I’m a great believer in fandom, I’m a great believer in fannish community, I’m a great believer that eastercon attendees should be comrades, not customers. I’ve been going to conventions for 20 years and I was volunteering at cons within a couple of years. Nothing particularly big, some light gophering, some panel moderation. I was on the youth team at Worldcon in 2005, and would have done more in the following years if it hadn’t been for a bout of ill-health. I’m a doer, not a planner, so am fundamentally unsuited for any substantial responsibility or creative input but tell me a job you want doing and I’ll just get on with it. I pretty much stepped back from attending cons for health and personal reasons for a few years but went to 2016 and 2018, and might have gone to 2020 Eastercon except I changed jobs in late 2019. I tend to sign on late to things because I’m fairly superstitious about being up to it nowadays.

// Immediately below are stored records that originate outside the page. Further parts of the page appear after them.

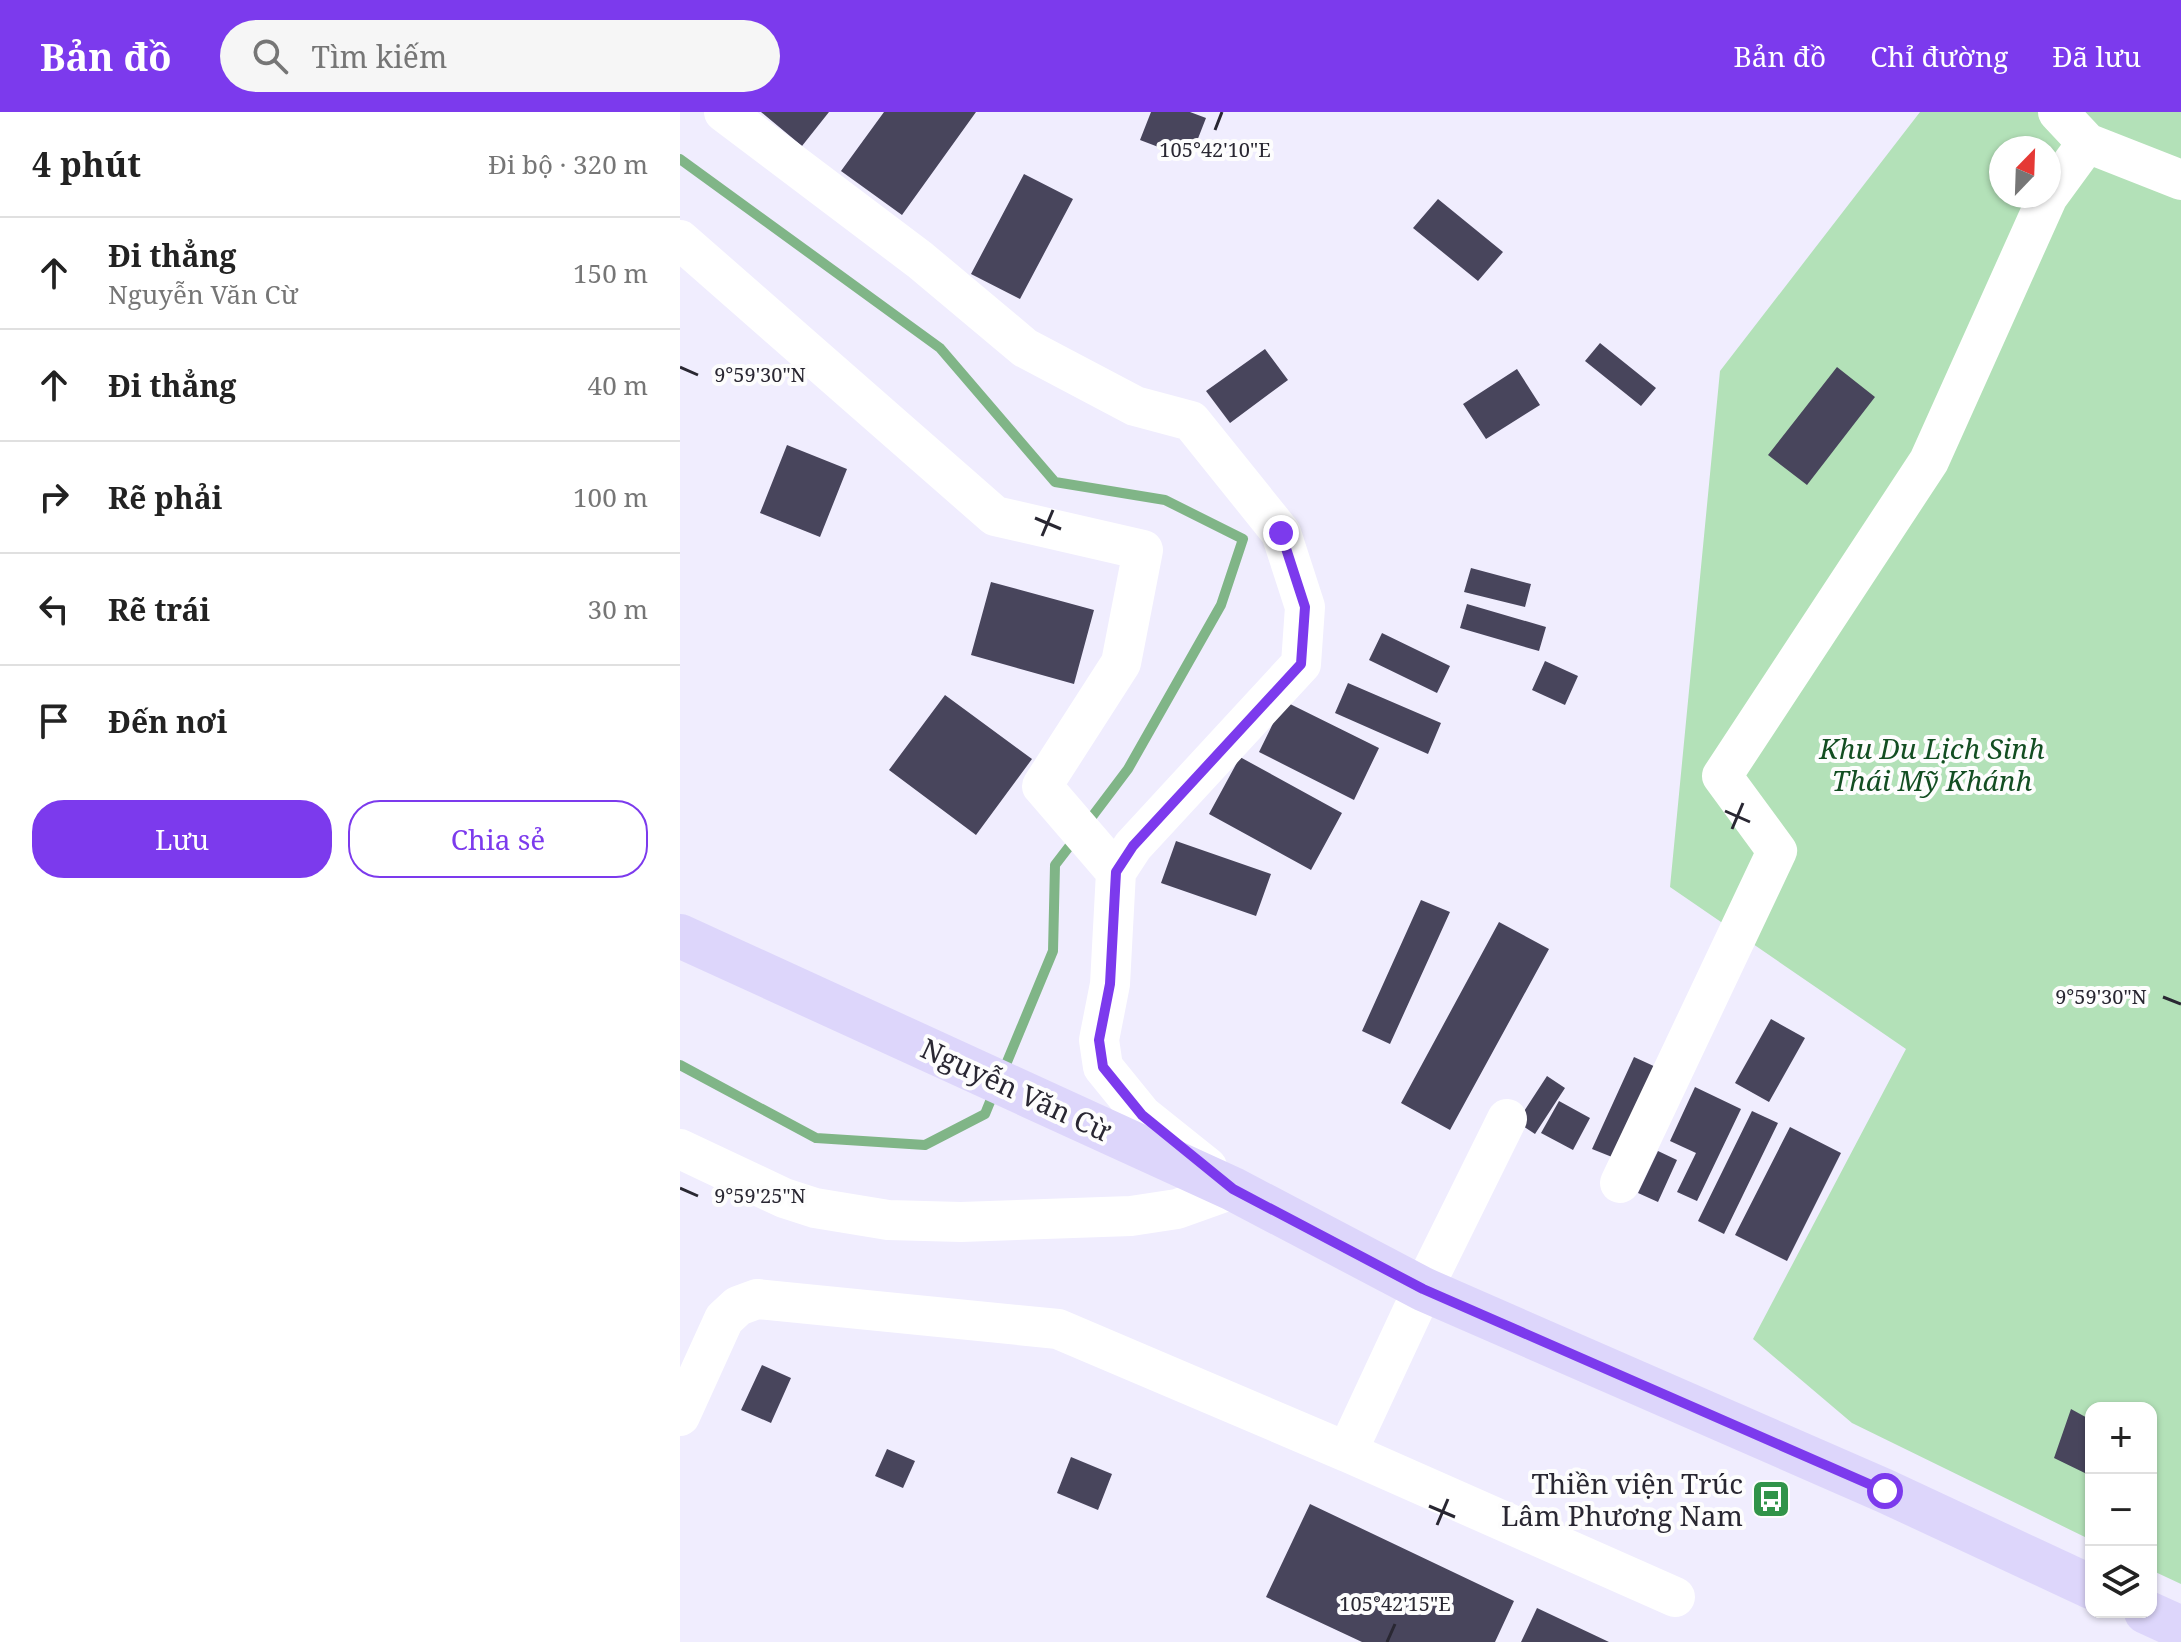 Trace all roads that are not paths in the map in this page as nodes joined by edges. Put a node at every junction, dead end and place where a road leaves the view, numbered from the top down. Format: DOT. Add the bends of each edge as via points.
graph roads {
  1 [pos="724,112"];
  2 [pos="2058,112"];
  3 [pos="2087,143"];
  4 [pos="2061,178"];
  5 [pos="2181,180"];
  6 [pos="2042,208"];
  7 [pos="680,240"];
  8 [pos="1116,872"];
  9 [pos="680,936"];
  10 [pos="1507,1119"];
  11 [pos="680,1149"];
  12 [pos="1620,1183"];
  13 [pos="1233,1189"];
  14 [pos="1423,1289"];
  15 [pos="680,1416"];
  16 [pos="1347,1452"];
  17 [pos="2085,1584"];
  18 [pos="1675,1597"];
  19 [pos="2157,1617"];
  20 [pos="2181,1628"];
  1 -- 8 [label="street" via="920,260 1025,348 1135,406 1191,421 1281,533 1305,607 1301,664 1133,846"];
  2 -- 3 [label="street"];
  3 -- 4 [label="street"];
  3 -- 5 [label="street"];
  6 -- 12 [label="street" via="1929,461 1722,776 1777,851"];
  7 -- 8 [label="street" via="995,516 1143,550 1121,663 1042,786"];
  8 -- 13 [label="street" via="1110,984 1099,1040 1103,1067 1142,1115"];
  9 -- 13 [label="main road, Nguyễn Văn Cừ"];
  10 -- 14 [label="street"];
  11 -- 13 [label="street" via="784,1198 888,1220 1131,1216 1177,1209"];
  13 -- 14 [label="main road, Nguyễn Văn Cừ"];
  14 -- 16 [label="street"];
  14 -- 17 [label="main road, Nguyễn Văn Cừ"];
  15 -- 16 [label="street" via="724,1319 757,1299 1058,1329"];
  16 -- 18 [label="street"];
  19 -- 20 [label="main road"];
} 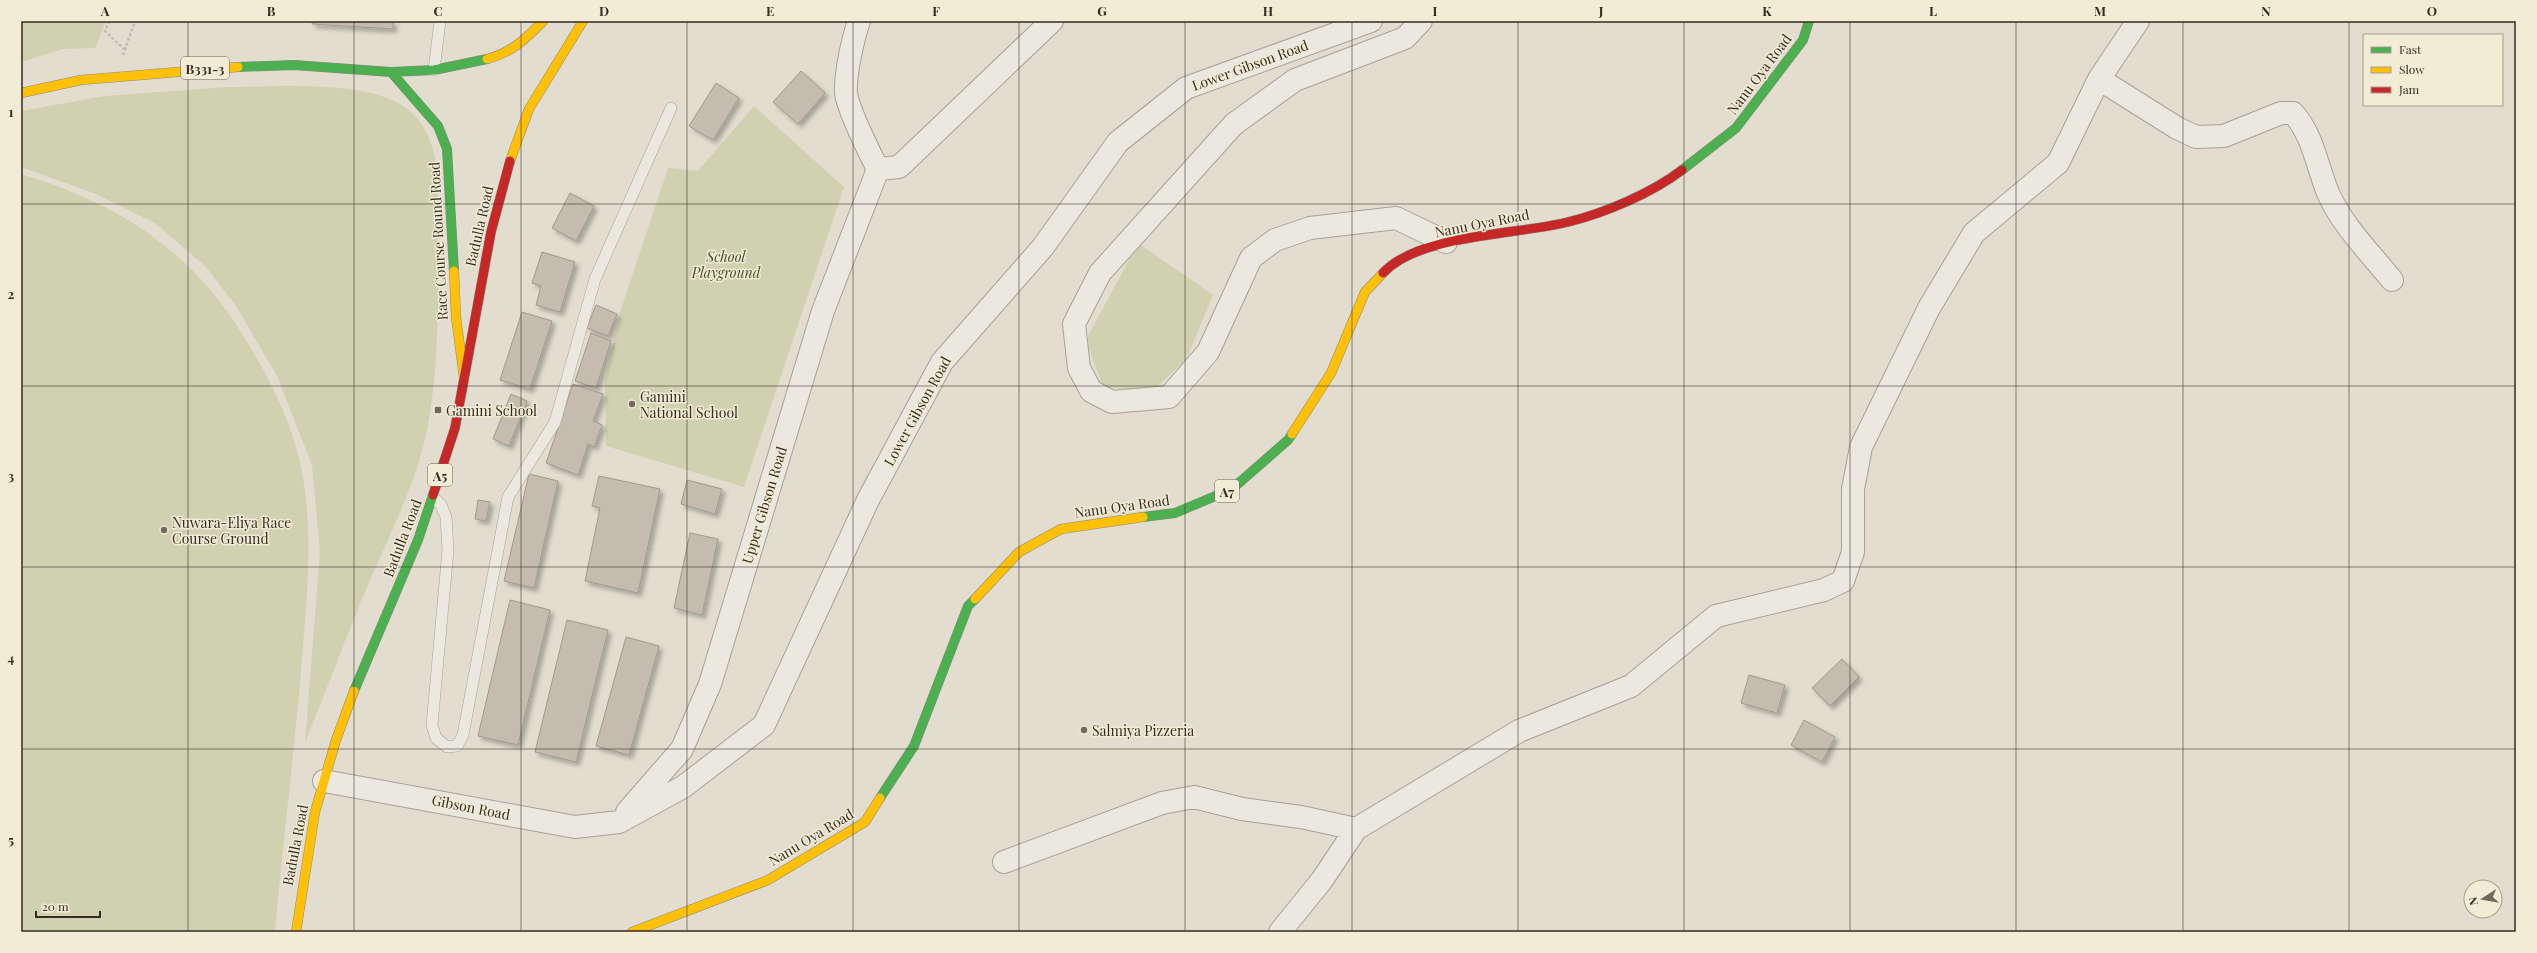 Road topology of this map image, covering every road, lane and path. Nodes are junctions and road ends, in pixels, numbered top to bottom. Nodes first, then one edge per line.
1 (109, 21) edge
2 (135, 21) edge
3 (440, 21) edge
4 (543, 21) edge
5 (583, 21) edge
6 (859, 21) edge
7 (1052, 21) edge
8 (1371, 21) edge
9 (1421, 21) edge
10 (1809, 21) edge
11 (2138, 21) edge
12 (124, 49) junction
13 (434, 70) junction
14 (391, 72) junction
15 (121, 75) junction
16 (2100, 78) junction
17 (21, 93) edge
18 (671, 108) dead end
19 (878, 169) junction
20 (1446, 242) junction
21 (2392, 280) dead end
22 (464, 378) junction
23 (433, 497) junction
24 (324, 781) junction
25 (619, 822) junction
26 (1356, 829) junction
27 (1004, 862) dead end
28 (296, 932) edge
29 (632, 932) edge
30 (1280, 932) edge

1 - 12 path
2 - 12 path
3 - 13 lane
4 - 13 main road, B331-3
5 - 22 main road, Badulla Road / A5
6 - 19 street
7 - 19 street
8 - 25 street, Lower Gibson Road
9 - 20 street
10 - 20 main road, Nanu Oya Road / A7
11 - 16 street
12 - 15 path
13 - 14 main road, B331-3
14 - 15 main road, B331-3
14 - 22 main road, Race Course Round Road
15 - 17 main road, B331-3
16 - 21 street
16 - 26 street
18 - 23 lane
19 - 25 street, Upper Gibson Road
20 - 29 main road, Nanu Oya Road / A7
22 - 23 main road, Badulla Road / A5
23 - 24 main road, Badulla Road / A5
24 - 25 street, Gibson Road
24 - 28 main road, Badulla Road / A5
26 - 27 street
26 - 30 street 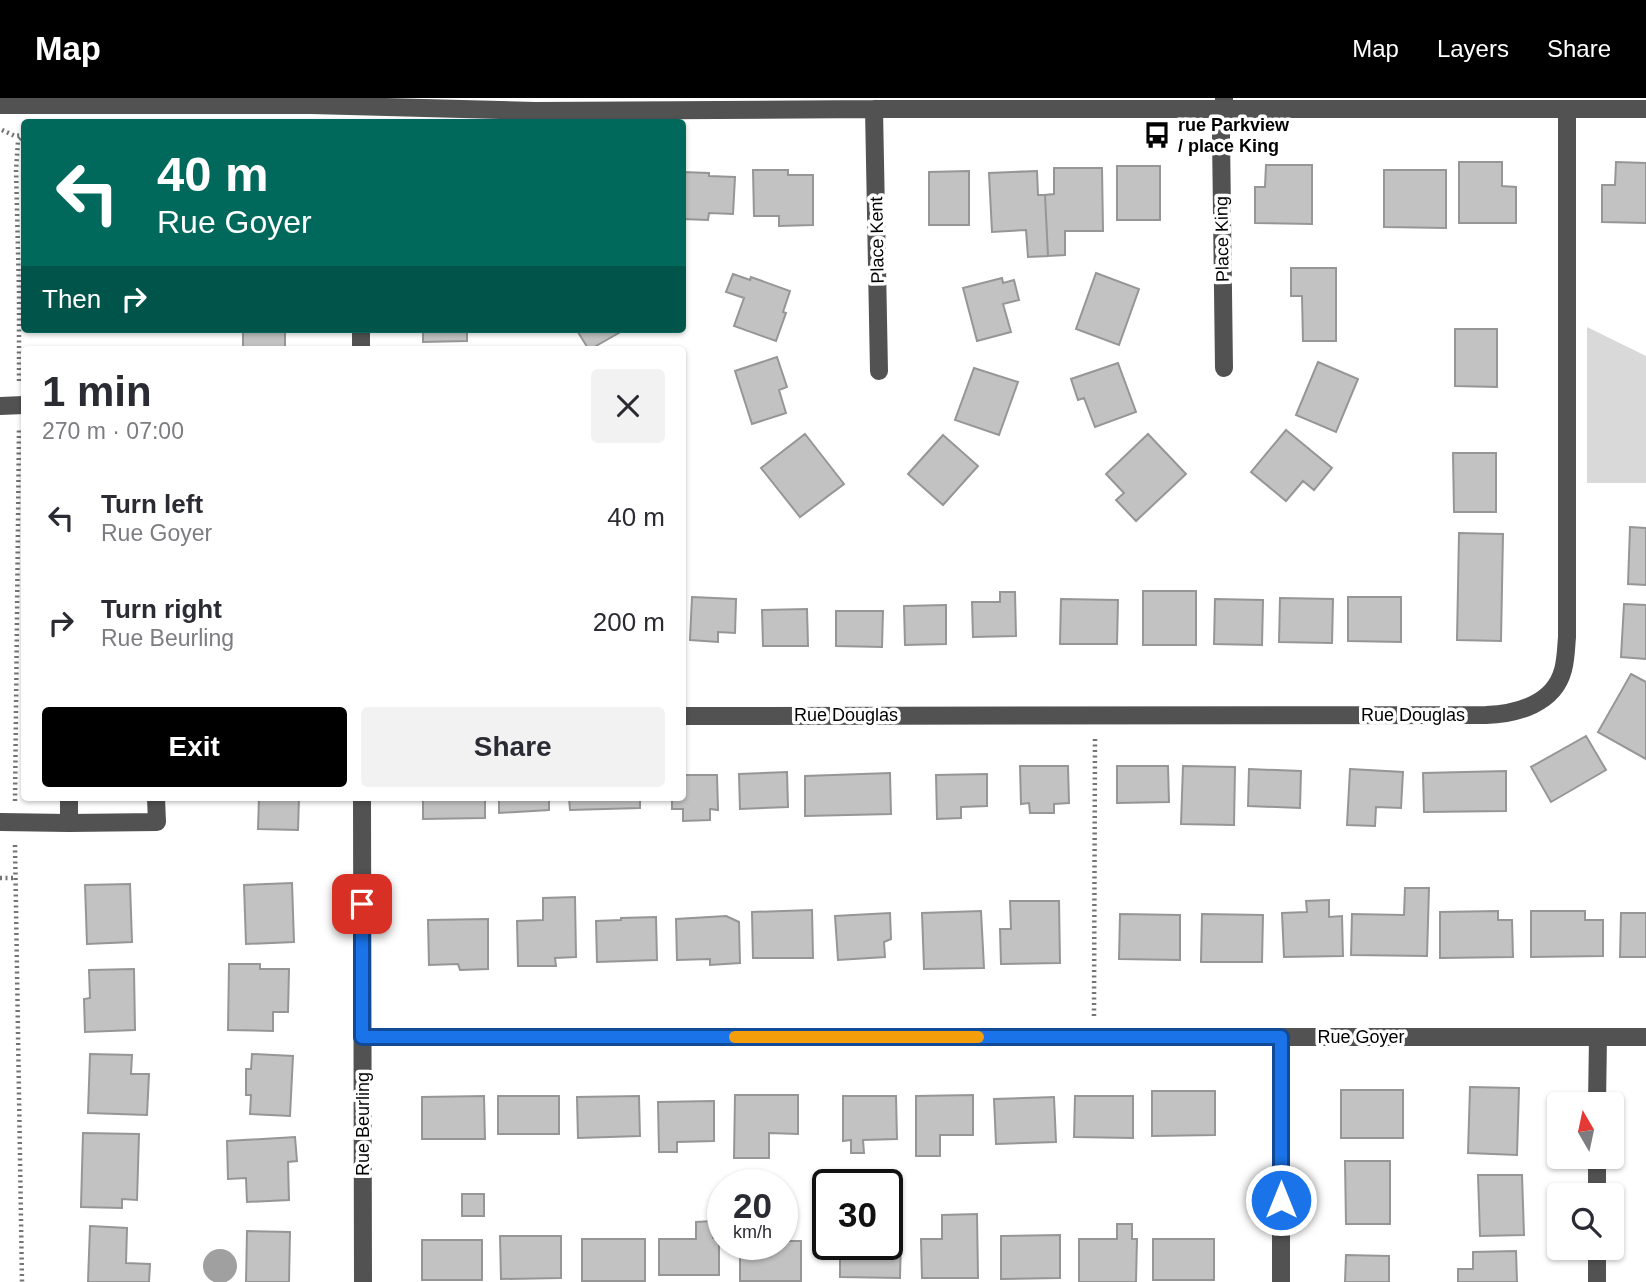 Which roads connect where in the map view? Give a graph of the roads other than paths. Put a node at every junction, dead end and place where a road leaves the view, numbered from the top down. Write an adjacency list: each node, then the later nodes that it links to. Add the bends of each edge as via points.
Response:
1 (141, 102): 4 (street); 6 (street)
2 (1010, 104): 3 (street); 7 (street)
3 (1224, 104): 5 (street); 9 (street, Place King)
4 (0, 105)
5 (1567, 108): 8 (street); 13 (street, Rue Douglas, via 1567,637 1563,672 1548,695 1519,711 1486,715)
6 (360, 109): 7 (street)
7 (874, 109): 10 (street, Place Kent)
8 (1646, 109)
9 (1224, 368)
10 (879, 371)
11 (21, 405): 12 (street)
12 (0, 406)
13 (686, 716)
14 (69, 801): 18 (street)
15 (156, 801): 18 (street, via 156,822)
16 (362, 801): 19 (street, Rue Beurling)
17 (0, 822): 18 (street)
18 (69, 822)
19 (362, 1037): 20 (street, Rue Goyer); 25 (street, Rue Beurling)
20 (1281, 1037): 21 (street, Rue Goyer); 26 (street)
21 (1598, 1037): 22 (street, Rue Goyer); 23 (street)
22 (1646, 1037)
23 (1597, 1092)
24 (1597, 1260): 27 (street)
25 (363, 1282)
26 (1281, 1282)
27 (1597, 1282)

I really enjoyed the virtual cons I attended in 2020, as a consumer. Eurocon was excellent and gave me an experience that I would probably not have had otherwise. Octocon, again, was really enjoyable. It gave an insight into how a virtual con could work. Punctuation, also, was an excellent con, and I did some light volunteering. Although I prioritised panels and text discussion over social zoom spaces that con worked really well. That is definitely a personal preference, I do not like large unmoderated zoom discussions, but I’m happy for other people to participate in them.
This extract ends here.